# Airbnb Listings
This dataset consists of six files with Airbnb rental listings of six cities: Austin, Bangkok, Buenos Aires, Cape Town, Istanbul, and Melbourne. Each row represents a listing with details such as coordinates, neighborhood, host id, price per night, number of reviews, and so on. 

Not sure where to begin? Scroll to the bottom to find challenges!

## Other cities

The file names for the other cities are `listings_austin.csv`, `listings_bangkok.csv`, `listings_buenoes_aires.csv`, `listings_cape_town.csv`, and `listings_istanbul.csv`. If you want data on other locations, visit the source of the dataset, [InsideAirbnb](http://insideairbnb.com), and upload it to your workspace.

## Data Dictionary

| Column                            | Explanation                                                                                                                                                                                        |
| --------------------------------- | -------------------------------------------------------------------------------------------------------------------------------------------------------------------------------------------------- |
| id                                | Airbnb's unique identifier for the listing                                                                                                                                                         |
| name                              |                                                                                                                                                                                                    |
| host\_id                          |                                                                                                                                                                                                    |
| host\_name                        |                                                                                                                                                                                                    |
| neighbourhood\_group              | The neighbourhood group as geocoded using the latitude and longitude against neighborhoods as defined by open or public digital shapefiles.                                                        |
| neighbourhood                     | The neighbourhood as geocoded using the latitude and longitude against neighborhoods as defined by open or public digital shapefiles.                                                              |
| latitude                          | Uses the World Geodetic System (WGS84) projection for latitude and longitude.                                                                                                                      |
| longitude                         | Uses the World Geodetic System (WGS84) projection for latitude and longitude.                                                                                                                      |
| room\_type                        |                                                                                                                                                                                                    |
| price                             | daily price in local currency. Note, $ sign may be used despite locale                                                                                                                             |
| minimum\_nights                   | minimum number of night stay for the listing (calendar rules may be different)                                                                                                                     |
| number\_of\_reviews               | The number of reviews the listing has                                                                                                                                                              |
| last\_review                      | The date of the last/newest review                                                                                                                                                                 |
| calculated\_host\_listings\_count | The number of listings the host has in the current scrape, in the city/region geography.                                                                                                           |
| availability\_365                 | avaliability\_x. The availability of the listing x days in the future as determined by the calendar. Note a listing may be available because it has been booked by a guest or blocked by the host. |
| number\_of\_reviews\_ltm          | The number of reviews the listing has (in the last 12 months)                                                                                                                                      |
| license                           |                                                                                                                                                                                                    |

The data for each city was compiled by [InsideAirbnb](http://insideairbnb.com) between October and November 2021.

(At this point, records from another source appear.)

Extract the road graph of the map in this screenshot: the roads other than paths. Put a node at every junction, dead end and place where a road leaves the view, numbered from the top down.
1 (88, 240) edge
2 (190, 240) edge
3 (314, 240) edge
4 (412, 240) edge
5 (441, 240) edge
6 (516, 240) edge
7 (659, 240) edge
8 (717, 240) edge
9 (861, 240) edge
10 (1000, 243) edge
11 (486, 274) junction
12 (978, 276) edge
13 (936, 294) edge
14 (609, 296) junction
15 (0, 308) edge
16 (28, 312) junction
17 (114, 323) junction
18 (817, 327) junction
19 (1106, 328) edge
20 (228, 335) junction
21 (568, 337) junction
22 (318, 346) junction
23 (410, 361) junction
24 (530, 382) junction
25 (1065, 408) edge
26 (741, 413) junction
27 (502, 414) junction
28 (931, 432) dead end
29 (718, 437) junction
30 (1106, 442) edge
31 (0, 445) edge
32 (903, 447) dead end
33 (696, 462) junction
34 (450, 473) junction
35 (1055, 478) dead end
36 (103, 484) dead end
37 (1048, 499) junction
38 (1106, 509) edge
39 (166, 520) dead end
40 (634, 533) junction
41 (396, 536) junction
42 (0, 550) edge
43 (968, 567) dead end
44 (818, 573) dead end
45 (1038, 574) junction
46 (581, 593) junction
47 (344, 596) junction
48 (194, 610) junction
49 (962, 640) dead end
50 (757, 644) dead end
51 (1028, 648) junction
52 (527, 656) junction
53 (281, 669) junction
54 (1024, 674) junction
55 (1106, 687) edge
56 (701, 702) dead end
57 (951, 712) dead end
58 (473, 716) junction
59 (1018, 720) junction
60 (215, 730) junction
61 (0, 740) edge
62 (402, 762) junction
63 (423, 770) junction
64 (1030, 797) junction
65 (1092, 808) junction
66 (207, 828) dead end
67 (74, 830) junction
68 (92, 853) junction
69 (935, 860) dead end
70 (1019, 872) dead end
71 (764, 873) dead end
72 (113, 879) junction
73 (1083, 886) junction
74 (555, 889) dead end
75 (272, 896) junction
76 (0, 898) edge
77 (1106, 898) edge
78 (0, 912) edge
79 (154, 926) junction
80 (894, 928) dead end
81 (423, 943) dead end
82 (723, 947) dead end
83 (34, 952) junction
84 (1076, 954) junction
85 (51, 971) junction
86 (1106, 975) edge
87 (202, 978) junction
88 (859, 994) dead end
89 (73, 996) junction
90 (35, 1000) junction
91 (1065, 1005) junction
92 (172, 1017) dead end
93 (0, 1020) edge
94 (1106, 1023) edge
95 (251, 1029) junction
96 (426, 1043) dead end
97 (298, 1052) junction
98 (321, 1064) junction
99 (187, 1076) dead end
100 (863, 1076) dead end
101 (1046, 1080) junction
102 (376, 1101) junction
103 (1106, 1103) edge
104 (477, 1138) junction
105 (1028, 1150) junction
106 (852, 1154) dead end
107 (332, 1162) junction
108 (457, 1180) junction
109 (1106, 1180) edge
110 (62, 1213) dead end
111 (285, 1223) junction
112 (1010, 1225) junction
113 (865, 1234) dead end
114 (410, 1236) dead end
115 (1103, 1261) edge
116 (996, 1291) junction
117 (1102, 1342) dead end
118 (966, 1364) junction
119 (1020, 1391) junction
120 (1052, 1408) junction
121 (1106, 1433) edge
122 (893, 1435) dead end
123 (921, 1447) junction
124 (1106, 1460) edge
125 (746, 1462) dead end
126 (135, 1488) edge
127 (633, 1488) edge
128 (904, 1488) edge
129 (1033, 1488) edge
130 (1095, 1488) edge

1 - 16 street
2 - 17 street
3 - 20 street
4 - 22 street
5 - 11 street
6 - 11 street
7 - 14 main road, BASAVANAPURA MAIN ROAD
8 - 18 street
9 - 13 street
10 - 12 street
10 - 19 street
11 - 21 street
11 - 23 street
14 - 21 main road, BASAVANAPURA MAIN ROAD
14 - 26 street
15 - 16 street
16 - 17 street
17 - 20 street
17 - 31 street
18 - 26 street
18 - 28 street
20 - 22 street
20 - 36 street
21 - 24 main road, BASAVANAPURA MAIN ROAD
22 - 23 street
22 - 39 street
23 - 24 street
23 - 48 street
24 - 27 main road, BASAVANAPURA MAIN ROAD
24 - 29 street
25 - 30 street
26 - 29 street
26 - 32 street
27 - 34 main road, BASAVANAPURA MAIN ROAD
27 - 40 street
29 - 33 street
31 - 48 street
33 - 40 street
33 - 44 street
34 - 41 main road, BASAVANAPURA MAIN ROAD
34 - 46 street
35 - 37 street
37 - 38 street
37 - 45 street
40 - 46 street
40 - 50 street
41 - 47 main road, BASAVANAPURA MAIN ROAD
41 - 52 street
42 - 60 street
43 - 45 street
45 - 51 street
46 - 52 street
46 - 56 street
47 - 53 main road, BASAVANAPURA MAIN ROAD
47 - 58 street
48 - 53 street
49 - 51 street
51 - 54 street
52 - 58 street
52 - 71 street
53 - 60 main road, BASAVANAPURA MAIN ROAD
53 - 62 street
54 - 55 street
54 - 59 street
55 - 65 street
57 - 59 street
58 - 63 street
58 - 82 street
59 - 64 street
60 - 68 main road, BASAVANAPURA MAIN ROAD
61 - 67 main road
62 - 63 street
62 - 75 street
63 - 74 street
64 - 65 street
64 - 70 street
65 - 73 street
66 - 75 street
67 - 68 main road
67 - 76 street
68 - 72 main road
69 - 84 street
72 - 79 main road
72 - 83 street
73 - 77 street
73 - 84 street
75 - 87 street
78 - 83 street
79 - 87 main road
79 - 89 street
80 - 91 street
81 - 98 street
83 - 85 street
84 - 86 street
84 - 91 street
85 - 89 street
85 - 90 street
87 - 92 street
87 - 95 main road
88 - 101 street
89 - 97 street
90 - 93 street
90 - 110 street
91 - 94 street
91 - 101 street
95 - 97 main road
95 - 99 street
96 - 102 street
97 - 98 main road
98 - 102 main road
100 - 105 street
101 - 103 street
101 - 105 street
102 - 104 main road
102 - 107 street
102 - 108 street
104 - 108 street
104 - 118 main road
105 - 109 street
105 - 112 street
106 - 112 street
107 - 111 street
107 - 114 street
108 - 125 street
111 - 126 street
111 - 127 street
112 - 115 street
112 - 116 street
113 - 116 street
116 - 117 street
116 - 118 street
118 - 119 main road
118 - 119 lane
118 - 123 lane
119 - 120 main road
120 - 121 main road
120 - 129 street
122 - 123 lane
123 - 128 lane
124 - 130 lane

[Source](http://insideairbnb.com/get-the-data.html) and [license](https://creativecommons.org/licenses/by/4.0/) of dataset. 

## Don't know where to start?

**Challenges are brief tasks designed to help you practice specific skills:**

- 🗺️ **Explore**: What is the distribution of prices across a city's neighborhoods? How does it change when you segment it further by `room_type`?
- 📊 **Visualize**: Create a map with a dot for each listing in a city and add a color scale based on `price` on the dots.
- 🔎 **Analyze**: How do listings that require a minimum stay of a week or longer differ from those that don't?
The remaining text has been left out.